* YOUR INSTRUCTIONS: Report back every line in the data that includes the string "Malik".
★ ★ ★ ★
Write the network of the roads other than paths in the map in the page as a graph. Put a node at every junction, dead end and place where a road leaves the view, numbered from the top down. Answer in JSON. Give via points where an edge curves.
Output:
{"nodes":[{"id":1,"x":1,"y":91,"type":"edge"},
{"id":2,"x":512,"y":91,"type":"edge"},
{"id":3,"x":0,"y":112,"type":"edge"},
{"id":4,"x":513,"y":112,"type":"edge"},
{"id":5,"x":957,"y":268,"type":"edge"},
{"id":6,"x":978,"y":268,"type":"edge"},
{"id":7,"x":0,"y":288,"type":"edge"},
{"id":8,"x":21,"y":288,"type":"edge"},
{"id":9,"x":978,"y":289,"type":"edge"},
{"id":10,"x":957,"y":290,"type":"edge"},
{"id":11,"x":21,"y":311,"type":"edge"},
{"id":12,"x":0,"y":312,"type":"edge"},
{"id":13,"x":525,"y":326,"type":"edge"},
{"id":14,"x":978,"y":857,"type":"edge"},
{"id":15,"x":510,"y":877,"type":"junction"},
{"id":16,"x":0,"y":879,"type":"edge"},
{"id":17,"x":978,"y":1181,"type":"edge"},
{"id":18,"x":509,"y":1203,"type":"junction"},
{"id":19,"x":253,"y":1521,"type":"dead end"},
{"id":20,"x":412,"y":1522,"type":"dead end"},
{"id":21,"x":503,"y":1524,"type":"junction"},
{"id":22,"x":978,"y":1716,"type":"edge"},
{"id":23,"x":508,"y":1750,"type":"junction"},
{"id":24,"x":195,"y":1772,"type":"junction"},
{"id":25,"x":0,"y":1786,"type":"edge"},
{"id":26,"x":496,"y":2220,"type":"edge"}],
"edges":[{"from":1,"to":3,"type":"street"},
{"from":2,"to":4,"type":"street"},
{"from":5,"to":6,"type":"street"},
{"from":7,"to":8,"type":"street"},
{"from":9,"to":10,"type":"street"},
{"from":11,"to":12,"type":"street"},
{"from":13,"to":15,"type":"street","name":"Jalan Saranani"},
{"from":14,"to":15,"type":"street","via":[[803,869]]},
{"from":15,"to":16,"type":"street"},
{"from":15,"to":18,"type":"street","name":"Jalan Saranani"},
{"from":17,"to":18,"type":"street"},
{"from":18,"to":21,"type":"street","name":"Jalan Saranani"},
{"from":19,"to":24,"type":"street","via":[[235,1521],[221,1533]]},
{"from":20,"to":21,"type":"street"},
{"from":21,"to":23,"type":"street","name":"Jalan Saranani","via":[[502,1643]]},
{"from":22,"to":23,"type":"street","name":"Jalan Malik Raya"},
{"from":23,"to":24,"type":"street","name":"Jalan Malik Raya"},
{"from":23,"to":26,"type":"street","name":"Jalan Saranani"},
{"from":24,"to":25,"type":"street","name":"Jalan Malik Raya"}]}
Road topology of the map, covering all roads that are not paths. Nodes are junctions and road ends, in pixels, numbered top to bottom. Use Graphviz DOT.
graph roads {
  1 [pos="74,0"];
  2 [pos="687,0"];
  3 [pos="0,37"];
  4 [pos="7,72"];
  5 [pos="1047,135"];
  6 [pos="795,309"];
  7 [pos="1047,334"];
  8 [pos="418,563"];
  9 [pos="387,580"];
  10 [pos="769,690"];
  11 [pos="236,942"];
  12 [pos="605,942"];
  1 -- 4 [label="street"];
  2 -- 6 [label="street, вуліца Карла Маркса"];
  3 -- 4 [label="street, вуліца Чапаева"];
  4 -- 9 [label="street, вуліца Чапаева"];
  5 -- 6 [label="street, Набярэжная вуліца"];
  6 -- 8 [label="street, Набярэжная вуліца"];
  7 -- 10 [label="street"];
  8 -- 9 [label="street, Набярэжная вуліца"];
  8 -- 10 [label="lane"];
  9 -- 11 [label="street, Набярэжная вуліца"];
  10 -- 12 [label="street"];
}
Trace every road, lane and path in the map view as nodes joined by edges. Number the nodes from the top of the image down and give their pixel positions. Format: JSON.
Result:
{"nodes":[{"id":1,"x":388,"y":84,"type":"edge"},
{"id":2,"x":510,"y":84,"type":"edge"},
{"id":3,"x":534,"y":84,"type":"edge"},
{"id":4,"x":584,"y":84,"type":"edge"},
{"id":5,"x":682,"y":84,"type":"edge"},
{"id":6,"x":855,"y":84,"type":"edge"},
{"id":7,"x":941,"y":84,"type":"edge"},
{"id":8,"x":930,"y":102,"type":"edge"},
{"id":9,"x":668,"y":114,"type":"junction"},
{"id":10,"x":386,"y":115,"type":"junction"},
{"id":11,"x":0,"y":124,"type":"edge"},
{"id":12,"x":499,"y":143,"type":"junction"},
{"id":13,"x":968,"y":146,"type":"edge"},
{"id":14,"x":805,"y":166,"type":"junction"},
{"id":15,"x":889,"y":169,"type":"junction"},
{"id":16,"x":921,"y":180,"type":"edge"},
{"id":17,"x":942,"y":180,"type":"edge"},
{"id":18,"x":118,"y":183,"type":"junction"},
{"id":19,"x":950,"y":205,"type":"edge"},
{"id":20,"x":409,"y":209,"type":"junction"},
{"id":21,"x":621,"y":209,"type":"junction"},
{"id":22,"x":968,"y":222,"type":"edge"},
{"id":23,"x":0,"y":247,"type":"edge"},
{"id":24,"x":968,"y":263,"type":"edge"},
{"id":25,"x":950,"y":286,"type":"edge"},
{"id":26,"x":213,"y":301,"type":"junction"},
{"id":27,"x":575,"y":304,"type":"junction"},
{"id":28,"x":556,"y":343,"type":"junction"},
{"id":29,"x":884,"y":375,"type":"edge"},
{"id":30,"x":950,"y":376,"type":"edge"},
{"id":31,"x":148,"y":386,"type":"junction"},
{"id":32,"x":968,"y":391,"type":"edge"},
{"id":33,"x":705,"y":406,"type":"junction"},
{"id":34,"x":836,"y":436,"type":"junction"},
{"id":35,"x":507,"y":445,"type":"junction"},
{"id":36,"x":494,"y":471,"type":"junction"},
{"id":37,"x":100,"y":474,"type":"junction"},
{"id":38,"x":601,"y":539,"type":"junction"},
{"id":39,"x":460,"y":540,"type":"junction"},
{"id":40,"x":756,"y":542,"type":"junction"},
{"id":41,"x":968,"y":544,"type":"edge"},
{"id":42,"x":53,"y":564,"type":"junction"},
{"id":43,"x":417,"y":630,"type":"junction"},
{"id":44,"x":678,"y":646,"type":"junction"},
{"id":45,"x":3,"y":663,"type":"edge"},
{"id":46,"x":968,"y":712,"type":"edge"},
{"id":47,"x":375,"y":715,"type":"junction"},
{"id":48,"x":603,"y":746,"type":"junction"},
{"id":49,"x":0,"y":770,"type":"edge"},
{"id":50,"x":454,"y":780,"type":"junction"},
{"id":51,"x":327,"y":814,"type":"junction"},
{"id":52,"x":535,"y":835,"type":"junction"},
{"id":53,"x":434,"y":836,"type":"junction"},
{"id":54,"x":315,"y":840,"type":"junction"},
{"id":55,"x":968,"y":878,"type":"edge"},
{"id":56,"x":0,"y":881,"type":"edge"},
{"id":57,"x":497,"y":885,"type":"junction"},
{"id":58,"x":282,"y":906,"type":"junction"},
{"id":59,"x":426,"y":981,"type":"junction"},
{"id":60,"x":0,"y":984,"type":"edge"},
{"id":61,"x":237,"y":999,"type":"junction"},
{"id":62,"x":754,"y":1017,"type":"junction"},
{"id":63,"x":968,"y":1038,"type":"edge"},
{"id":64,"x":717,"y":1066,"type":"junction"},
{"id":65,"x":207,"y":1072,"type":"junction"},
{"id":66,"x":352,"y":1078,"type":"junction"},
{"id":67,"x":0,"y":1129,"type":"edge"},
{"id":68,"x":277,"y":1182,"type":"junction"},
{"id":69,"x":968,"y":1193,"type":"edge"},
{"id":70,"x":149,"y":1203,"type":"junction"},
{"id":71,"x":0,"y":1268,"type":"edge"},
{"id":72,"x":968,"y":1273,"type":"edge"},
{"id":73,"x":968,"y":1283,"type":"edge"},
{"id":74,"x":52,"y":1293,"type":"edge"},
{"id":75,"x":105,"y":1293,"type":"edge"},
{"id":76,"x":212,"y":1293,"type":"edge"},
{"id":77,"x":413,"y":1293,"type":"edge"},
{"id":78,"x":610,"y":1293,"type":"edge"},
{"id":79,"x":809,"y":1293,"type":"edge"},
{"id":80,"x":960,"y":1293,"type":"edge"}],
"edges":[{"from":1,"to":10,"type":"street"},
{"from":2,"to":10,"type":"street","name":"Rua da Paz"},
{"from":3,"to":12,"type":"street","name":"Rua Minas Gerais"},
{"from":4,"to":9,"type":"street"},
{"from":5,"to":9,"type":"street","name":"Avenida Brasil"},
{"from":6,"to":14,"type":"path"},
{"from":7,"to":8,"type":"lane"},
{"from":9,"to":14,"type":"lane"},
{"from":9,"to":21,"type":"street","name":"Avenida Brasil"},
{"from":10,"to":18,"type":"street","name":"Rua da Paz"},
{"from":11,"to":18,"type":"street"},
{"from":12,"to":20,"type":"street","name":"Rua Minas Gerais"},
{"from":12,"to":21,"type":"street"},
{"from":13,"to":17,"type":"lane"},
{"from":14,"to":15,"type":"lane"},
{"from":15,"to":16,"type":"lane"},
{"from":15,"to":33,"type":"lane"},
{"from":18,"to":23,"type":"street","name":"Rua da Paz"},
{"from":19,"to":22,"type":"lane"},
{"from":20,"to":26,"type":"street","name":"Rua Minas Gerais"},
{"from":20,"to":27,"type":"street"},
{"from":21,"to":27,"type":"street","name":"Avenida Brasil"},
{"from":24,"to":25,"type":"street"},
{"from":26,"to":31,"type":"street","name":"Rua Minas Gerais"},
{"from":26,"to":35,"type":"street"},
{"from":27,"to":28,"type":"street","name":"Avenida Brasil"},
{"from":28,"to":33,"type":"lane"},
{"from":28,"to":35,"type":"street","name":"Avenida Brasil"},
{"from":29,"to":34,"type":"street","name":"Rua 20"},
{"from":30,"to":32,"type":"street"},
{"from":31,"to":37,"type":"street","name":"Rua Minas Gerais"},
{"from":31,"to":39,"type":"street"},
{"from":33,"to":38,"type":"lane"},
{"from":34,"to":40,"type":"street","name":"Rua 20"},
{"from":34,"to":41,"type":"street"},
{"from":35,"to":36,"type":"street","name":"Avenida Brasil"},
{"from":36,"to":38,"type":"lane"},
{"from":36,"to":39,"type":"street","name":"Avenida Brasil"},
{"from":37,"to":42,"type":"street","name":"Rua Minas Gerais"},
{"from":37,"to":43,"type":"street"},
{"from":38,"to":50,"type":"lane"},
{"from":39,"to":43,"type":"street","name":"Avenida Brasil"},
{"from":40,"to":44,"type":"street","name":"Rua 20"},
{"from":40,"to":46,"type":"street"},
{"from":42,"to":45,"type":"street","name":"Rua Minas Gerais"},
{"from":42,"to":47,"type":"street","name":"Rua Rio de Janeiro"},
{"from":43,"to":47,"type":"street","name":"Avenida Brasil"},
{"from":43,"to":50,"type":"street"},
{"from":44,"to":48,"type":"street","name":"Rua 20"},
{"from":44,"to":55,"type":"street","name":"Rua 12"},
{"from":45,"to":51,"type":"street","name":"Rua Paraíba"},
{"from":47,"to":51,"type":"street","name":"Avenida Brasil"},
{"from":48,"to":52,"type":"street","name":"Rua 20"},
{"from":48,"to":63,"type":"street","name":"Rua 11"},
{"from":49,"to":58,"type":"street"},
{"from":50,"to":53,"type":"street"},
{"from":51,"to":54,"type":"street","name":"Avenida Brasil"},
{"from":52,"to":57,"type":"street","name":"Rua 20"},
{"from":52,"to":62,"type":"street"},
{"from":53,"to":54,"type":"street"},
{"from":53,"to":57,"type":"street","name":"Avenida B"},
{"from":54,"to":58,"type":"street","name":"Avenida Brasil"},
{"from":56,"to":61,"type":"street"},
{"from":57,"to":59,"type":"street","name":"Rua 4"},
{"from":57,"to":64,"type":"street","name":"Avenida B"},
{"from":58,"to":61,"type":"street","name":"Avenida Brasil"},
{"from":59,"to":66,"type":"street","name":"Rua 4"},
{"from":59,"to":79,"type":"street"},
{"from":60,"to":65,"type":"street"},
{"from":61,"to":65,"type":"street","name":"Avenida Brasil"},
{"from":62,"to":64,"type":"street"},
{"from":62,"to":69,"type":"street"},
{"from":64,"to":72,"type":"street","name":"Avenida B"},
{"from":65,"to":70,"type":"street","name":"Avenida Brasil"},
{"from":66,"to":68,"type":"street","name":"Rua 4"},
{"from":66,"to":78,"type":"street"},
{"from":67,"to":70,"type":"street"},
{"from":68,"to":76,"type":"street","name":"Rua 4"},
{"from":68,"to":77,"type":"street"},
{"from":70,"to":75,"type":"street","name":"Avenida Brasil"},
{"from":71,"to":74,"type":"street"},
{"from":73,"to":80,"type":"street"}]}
★ ★ ★ ★
* EXERCISE OUTPUT:
{"from":22,"to":23,"type":"street","name":"Jalan Malik Raya"},
{"from":23,"to":24,"type":"street","name":"Jalan Malik Raya"},
{"from":24,"to":25,"type":"street","name":"Jalan Malik Raya"}]}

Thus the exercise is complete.